Abstract— —Microwave irradiation focused on the head of small rodents is now widely used as a means of more accurately measuring acetylcholine, choline, cyclic AMP, and several other important brain constituents. Because of its probable neurotransmitter role and rapid turnover, a similar approach was taken to study brain histamine. Histamine was measured by a modified radio-enzymatic method and was found to be nearly tripled in brains from microwave treated rats, compared to decapitation controls (124 vs 42 ng/g). Possible explanations include a microwave-induced inactivation of histamine breakdown, a microwave-induced redistribution of previously unmeasured histamine, and microwave-induced histidine decarboxylation. Brain histamine remained unchanged up to 30 min after decapitation and microwave heated brains from decapitated rats also had elevated histamine levels, indicating that brain histamine levels in decapitated rats do not represent the remainder of a rapidly depleting pool.

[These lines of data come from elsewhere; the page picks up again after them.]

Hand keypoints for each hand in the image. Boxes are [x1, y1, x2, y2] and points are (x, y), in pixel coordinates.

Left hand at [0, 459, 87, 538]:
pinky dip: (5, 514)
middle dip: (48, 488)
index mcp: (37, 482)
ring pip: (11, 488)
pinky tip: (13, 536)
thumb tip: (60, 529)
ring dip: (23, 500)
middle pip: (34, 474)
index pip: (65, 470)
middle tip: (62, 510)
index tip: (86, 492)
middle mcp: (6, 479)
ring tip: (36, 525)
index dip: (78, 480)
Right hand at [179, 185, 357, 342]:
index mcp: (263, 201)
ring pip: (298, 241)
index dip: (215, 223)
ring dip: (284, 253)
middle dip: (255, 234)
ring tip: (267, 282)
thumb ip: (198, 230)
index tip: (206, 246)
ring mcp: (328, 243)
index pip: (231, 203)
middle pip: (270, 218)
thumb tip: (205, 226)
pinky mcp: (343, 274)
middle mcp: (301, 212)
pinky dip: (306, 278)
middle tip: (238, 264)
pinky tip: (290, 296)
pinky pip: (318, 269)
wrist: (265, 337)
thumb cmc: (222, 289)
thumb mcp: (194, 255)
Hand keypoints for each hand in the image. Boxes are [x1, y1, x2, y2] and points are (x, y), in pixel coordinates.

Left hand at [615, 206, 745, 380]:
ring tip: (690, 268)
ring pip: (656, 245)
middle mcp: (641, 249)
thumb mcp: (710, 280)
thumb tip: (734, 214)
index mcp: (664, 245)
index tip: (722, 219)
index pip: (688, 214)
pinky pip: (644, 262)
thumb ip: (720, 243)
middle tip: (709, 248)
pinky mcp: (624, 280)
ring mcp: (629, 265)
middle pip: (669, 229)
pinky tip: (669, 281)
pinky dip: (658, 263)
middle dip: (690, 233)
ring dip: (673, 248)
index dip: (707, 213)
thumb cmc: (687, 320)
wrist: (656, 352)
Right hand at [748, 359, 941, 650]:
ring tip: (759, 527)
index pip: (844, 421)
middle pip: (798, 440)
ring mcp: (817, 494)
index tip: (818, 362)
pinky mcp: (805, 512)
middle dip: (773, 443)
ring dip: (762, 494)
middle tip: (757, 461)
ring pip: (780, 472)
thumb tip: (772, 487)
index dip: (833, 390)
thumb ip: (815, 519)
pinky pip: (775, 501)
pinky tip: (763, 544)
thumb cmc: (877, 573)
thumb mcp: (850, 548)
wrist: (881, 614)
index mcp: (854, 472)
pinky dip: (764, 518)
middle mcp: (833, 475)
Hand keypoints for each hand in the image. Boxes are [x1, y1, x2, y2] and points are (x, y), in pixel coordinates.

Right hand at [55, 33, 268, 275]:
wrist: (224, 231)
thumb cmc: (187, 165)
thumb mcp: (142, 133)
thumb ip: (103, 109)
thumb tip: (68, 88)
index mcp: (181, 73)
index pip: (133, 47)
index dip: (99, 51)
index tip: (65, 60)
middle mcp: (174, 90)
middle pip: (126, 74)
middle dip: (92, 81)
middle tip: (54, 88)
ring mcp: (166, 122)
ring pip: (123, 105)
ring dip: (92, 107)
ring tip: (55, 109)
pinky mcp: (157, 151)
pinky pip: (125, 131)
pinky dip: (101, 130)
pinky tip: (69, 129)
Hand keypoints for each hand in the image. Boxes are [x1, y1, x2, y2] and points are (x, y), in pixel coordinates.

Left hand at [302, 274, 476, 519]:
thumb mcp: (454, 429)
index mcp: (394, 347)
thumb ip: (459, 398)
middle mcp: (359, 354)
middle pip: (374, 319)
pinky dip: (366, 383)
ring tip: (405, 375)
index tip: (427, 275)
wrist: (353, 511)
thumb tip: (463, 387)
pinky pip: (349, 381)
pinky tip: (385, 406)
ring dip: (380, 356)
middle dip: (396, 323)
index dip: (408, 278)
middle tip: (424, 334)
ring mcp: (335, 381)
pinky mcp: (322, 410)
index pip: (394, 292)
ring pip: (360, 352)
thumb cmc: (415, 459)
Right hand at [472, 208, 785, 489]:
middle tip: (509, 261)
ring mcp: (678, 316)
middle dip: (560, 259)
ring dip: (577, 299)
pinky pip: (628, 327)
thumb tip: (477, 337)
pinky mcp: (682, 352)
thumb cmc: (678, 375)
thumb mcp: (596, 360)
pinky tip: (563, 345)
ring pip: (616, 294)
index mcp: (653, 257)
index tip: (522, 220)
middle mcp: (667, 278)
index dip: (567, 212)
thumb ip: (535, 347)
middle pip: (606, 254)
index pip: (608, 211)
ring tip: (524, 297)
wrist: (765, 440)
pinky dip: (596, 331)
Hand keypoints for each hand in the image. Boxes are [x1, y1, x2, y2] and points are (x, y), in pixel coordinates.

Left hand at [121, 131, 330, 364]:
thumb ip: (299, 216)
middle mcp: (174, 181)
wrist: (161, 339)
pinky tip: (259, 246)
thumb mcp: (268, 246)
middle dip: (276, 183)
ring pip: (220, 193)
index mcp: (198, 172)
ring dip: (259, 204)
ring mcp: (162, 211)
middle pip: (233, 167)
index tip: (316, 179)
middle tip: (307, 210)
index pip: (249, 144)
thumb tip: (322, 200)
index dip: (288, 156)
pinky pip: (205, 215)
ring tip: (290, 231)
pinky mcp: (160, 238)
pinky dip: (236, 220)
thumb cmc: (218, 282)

No evidence for previously unmeasured histamine was found. Furthermore, microwave irradiation did not enhance the formation of [³H]histamine after intraventricular [³H]histidine administration, indicating a lack of microwave-induced histidine decarboxylation. It is concluded that the elevation in rat brain histamine after focused microwave irradiation is probably not artifactual, although the mechanism responsible for this phenomenon remains obscure.